=== EXERCISE PROMPT ===
Taking each line of the records in turn, count those containing "main" and report only the number.

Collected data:
○ ○ ○ ○ ○
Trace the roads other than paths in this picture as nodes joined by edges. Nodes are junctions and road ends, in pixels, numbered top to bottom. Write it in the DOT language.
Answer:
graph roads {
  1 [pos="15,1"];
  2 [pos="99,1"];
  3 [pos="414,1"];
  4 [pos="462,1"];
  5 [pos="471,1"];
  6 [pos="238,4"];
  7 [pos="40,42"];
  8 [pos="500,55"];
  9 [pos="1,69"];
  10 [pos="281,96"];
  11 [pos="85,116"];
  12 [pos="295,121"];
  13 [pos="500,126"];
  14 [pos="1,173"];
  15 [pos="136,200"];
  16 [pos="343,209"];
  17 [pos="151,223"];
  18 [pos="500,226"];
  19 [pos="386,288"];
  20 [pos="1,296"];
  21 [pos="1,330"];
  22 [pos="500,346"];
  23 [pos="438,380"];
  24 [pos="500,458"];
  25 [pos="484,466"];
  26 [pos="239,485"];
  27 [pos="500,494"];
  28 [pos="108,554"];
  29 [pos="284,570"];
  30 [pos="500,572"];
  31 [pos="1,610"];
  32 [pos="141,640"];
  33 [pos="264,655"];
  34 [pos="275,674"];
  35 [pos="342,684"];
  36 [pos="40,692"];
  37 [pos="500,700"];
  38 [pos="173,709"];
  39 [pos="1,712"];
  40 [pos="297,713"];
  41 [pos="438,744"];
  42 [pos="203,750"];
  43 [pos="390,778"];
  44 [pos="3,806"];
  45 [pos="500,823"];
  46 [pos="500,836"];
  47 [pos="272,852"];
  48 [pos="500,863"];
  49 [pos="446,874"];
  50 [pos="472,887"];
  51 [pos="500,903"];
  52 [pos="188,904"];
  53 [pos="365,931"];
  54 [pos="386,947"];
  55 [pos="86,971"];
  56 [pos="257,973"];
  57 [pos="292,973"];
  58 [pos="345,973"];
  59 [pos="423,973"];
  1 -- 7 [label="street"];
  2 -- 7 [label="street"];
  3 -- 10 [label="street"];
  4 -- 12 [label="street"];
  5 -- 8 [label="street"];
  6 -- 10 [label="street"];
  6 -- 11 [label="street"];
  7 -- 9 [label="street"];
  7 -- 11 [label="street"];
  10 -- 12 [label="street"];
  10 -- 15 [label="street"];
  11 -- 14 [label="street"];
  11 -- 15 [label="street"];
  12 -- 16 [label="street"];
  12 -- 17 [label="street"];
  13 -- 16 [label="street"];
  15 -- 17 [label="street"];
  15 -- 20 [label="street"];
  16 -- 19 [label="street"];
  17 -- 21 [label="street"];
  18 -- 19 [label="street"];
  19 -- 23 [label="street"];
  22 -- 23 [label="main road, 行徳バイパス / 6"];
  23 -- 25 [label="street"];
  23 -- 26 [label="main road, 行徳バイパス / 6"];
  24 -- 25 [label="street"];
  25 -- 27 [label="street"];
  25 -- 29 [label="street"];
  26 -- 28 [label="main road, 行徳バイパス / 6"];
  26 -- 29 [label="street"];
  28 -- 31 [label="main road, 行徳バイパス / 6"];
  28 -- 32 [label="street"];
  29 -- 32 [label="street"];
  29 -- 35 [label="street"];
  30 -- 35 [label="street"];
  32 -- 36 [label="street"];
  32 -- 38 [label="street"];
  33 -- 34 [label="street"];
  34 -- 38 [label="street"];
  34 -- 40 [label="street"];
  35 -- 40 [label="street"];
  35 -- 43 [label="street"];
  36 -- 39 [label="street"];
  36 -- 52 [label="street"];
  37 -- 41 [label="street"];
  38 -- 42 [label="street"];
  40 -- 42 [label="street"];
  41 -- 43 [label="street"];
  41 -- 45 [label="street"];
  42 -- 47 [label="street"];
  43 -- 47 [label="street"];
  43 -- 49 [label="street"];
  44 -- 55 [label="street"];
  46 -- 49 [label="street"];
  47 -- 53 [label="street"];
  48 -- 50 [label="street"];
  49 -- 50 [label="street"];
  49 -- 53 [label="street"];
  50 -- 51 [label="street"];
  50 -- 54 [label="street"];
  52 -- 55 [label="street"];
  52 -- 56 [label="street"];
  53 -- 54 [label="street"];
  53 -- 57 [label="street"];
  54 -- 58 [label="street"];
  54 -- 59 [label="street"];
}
○ ○ ○ ○ ○
=== ANSWER AREA ===
4